Don’t assume California is always warm and sunny, no matter what you see in movies and on television. Living in a beach city, Jason and I always see visitors in shorts and t-shirts on cold days. They look miserable. And while I know it’s easy to research the weather in advance, for some reason people just like to assume California will always deliver gorgeous weather. Most beach cities (of which I’ve suggested many) start out chilly and overcast in the morning due to the marine layer. And many cities in Northern California like San Francisco, can be chilly all summer long. In addition to double checking your phone’s weather app, just b\pack some warm clothes to be safe.
Tips For Saving Money In California
Visiting California isn’t cheap. I was reminded of this during a recent visit to Arizona where all the prices were lower. But we love California, and have learned many ways to stretch a dollar.
First, try visiting during a season other than summer. I know our summer weather is great, but it will be the most expensive and crowded. If you enjoy warmer weather, much of our state stays warm into mid-fall. And since many kids have returned to school by then, the prices are typically lower. The exception is the Eastern Sierras. The peak season here is winter, so it can be a reasonably summer priced destination with loads of outdoor activities.
For the past two years I’ve found that hotel rooms in San Francisco have become much more reasonably priced for a variety of reasons. I’m not sure how long this will last, but if this is a city you’ve been eager to visit, come soon.

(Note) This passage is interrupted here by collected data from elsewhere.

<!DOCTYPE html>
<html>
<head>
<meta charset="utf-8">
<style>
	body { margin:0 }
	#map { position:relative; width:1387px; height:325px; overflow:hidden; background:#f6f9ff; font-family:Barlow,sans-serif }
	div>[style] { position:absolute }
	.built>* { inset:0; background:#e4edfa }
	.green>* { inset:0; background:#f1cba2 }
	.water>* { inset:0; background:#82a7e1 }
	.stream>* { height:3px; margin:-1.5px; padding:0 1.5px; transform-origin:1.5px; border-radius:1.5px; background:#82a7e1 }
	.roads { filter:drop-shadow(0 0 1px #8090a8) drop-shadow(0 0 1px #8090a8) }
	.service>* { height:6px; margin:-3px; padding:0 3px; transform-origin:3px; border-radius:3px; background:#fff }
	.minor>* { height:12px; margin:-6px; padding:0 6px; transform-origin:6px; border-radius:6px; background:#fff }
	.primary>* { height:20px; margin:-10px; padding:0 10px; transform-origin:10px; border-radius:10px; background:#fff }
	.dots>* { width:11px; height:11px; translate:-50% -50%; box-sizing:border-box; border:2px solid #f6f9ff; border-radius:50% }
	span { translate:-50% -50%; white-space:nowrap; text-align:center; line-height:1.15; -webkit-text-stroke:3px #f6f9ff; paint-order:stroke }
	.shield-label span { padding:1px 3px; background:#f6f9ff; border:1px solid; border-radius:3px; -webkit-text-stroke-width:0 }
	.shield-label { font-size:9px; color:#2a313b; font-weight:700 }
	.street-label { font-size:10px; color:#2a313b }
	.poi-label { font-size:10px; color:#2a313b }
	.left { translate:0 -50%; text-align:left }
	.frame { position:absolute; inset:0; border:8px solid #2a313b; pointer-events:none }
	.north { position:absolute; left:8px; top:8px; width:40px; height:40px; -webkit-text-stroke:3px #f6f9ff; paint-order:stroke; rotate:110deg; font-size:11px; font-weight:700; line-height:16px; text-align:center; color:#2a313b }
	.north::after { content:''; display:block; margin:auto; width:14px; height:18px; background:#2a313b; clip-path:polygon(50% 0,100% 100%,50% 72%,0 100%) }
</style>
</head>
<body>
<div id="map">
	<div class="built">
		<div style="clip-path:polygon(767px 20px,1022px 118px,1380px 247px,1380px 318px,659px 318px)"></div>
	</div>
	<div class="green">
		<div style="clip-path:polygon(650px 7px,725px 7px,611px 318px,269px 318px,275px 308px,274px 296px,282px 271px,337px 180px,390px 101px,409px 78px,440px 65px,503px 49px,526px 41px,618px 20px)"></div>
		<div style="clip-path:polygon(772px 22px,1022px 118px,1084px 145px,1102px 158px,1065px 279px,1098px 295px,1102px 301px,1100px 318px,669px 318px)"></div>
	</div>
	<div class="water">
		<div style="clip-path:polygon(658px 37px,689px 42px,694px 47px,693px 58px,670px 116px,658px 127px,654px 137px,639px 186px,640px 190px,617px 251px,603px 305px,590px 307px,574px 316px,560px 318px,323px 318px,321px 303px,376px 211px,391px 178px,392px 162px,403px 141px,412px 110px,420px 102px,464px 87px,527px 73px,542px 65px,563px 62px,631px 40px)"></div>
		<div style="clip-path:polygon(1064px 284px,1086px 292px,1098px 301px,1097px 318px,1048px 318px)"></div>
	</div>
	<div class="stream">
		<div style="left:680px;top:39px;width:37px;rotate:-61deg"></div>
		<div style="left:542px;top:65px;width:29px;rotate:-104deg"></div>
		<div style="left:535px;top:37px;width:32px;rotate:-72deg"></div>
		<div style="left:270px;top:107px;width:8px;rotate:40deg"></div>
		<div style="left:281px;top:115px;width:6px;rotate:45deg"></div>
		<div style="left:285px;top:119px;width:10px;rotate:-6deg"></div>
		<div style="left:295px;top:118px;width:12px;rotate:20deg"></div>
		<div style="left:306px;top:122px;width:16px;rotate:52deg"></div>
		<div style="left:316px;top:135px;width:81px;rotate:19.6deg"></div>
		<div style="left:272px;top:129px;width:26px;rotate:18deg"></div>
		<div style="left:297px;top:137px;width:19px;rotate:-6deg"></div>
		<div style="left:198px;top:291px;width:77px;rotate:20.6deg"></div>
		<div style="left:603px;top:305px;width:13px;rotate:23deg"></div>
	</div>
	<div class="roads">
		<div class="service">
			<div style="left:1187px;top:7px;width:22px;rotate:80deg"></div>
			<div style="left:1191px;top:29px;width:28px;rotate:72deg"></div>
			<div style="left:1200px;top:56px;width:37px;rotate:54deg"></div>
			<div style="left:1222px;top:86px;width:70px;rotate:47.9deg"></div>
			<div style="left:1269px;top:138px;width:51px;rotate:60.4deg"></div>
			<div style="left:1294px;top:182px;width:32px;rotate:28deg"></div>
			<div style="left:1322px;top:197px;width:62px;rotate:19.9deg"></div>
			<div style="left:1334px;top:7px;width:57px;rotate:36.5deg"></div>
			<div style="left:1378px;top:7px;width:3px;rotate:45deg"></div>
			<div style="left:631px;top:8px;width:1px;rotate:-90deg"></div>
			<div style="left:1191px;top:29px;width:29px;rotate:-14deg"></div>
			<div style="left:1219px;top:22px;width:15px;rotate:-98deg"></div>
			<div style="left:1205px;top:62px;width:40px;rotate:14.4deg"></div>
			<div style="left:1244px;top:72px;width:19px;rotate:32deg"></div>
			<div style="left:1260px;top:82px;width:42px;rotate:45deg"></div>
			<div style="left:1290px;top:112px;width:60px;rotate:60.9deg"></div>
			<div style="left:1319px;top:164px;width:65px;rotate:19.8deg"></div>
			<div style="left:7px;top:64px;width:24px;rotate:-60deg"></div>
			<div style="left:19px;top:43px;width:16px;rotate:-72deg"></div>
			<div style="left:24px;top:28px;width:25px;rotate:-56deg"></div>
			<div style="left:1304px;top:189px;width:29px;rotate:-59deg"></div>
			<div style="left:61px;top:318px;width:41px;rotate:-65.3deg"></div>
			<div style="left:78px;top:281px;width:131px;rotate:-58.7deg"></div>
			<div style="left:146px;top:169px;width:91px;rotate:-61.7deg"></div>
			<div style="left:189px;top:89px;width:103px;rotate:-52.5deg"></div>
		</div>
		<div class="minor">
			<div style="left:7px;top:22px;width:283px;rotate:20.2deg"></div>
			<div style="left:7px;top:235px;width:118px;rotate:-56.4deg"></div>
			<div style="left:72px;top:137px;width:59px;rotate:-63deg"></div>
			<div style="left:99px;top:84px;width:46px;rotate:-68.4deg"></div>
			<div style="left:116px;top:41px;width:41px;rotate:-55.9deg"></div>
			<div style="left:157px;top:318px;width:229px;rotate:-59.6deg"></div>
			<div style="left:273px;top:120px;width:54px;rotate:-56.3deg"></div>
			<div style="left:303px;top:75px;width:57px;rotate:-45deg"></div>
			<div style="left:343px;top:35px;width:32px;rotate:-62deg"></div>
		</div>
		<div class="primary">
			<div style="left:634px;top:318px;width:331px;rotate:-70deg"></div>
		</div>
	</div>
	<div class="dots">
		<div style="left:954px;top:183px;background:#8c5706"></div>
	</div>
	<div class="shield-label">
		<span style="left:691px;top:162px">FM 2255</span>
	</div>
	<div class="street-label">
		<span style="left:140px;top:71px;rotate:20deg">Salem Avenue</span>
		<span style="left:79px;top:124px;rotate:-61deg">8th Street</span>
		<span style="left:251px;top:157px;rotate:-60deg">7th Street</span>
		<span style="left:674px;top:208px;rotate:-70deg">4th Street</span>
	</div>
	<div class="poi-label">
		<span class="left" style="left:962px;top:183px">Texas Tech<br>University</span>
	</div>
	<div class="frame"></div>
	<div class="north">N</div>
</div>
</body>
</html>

I mentioned above that LA and Orange County are full of great Asian, Mexican, and Central American neighborhoods that offer terrific restaurants. If you’re looking for more affordable, but excellent food, look beyond those in the immediate area of tourist destinations. In Anaheim, about a mile down the road from Disneyland are some of Orange County’s best ethnic restaurants. Nothing fancy, but authentic and delicious. Other cities in Orange County with affordable and tasty ethnic food include Santa Ana and Costa Mesa. In Los Angeles, reasonably priced, family owned eateries can be found everywhere. Do a bit of research and you’ll have better food at cheaper prices.
Finally, look for discounts on sites like TravelZoo, Groupon, GoldStar, and LivingSocial. Over the years I’ve booked hotel rooms, theater tickets, and attractions through all of these. While I know this applies to any destination, I know first hand that there are always attractive offerings in California. In a quick search of TravelZoo I found discounts on wine tasting, rooftop bars in Los Angeles, hotels near Disneyland, the new Cirque du Soleil show in LA, and much more–-all places I’d personally recommend.